For a long time, this space was sort of a silent accusatory finger telling me that I wasn’t writing enough, and I’m tired of feeling that way.
I don’t know what this blog will be but I know it can’t grow and figure itself out stuffed in a corner somewhere untouched.
What I’ve Been Watching
I’ve been watching a lot of Star Wars. I bought the blu ray special version of the first six when I was working a ton of overtime, and I watched them in the orders of four, five, one, two, three, six in preparation for The Force Awakens.
I am one of those people who un-ironically love the prequels so it was money well spent, especially since I’ve watched them twice in the space of three months.
Star Wars was my first love as a child, and The Force Awakens did not disappoint. It also helped break my writing funk as it’s inspired me to write some fan fiction and some mini metas of the Clone Wars since I’ve also started to re-watch that series to help tide me over until Rogue One.
I doubt I’ll write a film review (or my amateur attempts at a review) for Force Awakens because I love it too much. Is it flawed? Yeah it is, but I still love it. It was like saying hello to an old friend I haven’t seen in a long time.
What I’ve Been Reading
I’ve also been reading a lot of Star Wars. I read Before the Awakening and loved it. I am also extremely tempted to read the novelization of the Force Awakens but I am not a huge fan of the author. I’ve read several of his other Star Wars books and found them wanting.
I also want to start reading the comics. I’ve seen panels of them online and they just seem so good. They are definitely on my reading list.
My non Star Wars reading includes the Price of Salt because I also watched Carol and loved it. And besides, who doesn’t want to be reading about women who love each other?
What I’ve Been Writing
I finished the draft I want to submit for the Star Trek Fan Fiction contest, which is due in five days. I was hoping to have it finished earlier so I wouldn’t be submitting it close to the last minute, but it is what it is.
It’s not something I’m particularly happy with beyond the satisfaction of finishing something, but I’ll be submitting it even if I’m not happy with it because you never know. They might see something that I don’t see. I don’t want to get in the habit of not doing something just because it doesn’t reach my usually unreachable standards. I want to start living a life of action, in that I actually do things not that everything is very exciting, instead of just sitting back making distressed noises in the back of my throat.
I’ve also been writing some Star Wars Fan Fiction to absolutely no one’s surprise. Hey, I want to write tie-in novels it’s good practice.
What’s The Personal Sitch
I was seeing a girl for a while but I am not sure where that is going. I don’t know how often I should be texting her so I think I’m coming off as cool and aloof. I’m not really sure what to do about that either as I don’t want to come off as needy and clinging. Every time we talk we talk about her (which is fine but there’s only so much to be said). I want to talk to her about Star Wars and I want to keep watching Nikita with her which is how we first started seeing each other but that has fizzled. She wants to talk a lot and I don’t have the energy or the emotional depth for a lot of talking.
I interviewed for a job at my current work place in a different department that I have been attempting to reach for the last two years.
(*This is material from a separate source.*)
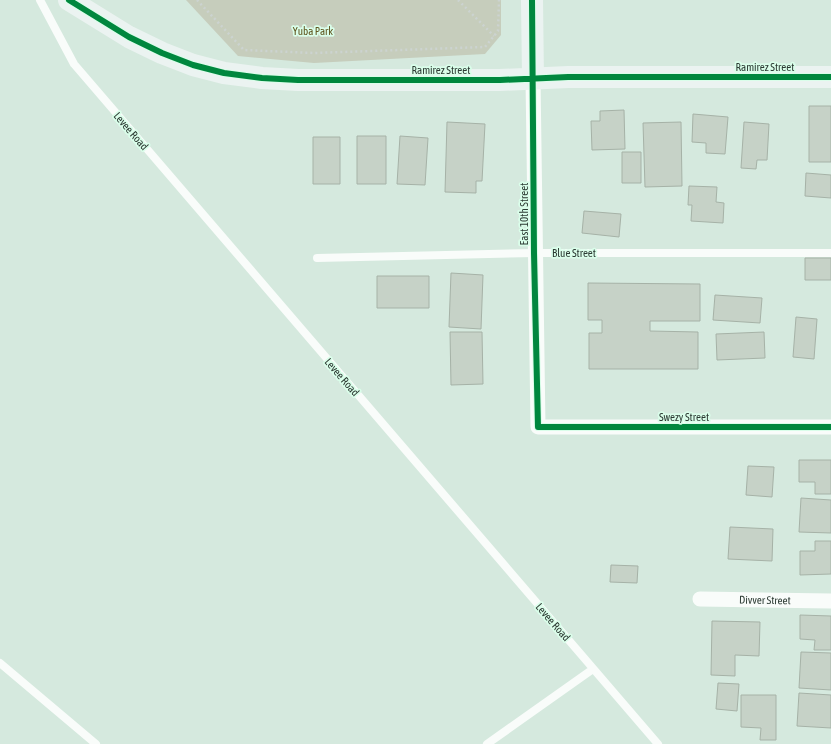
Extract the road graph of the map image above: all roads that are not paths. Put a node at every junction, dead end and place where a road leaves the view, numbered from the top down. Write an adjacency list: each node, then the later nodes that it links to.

Were I to be hired, it would be a huge pay raise, it would get me out of customer service, and I would feel I was finally at least financially secure and independent.
I want this job very badly. It would give me the peace of mind to really devote to my writing instead of ending each day exhausted and drained from the perpetual “need” I experience in my current position.
I want this so badly and I am so scared I won’t get it.
So that’s where I am right now. No matter what happens though, I want to restructure and re-prioritize my life so that my personal wellbeing takes front and center. I’m hoping once I get that sorted out, the writing will get easier and a little more prolific than it is currently being.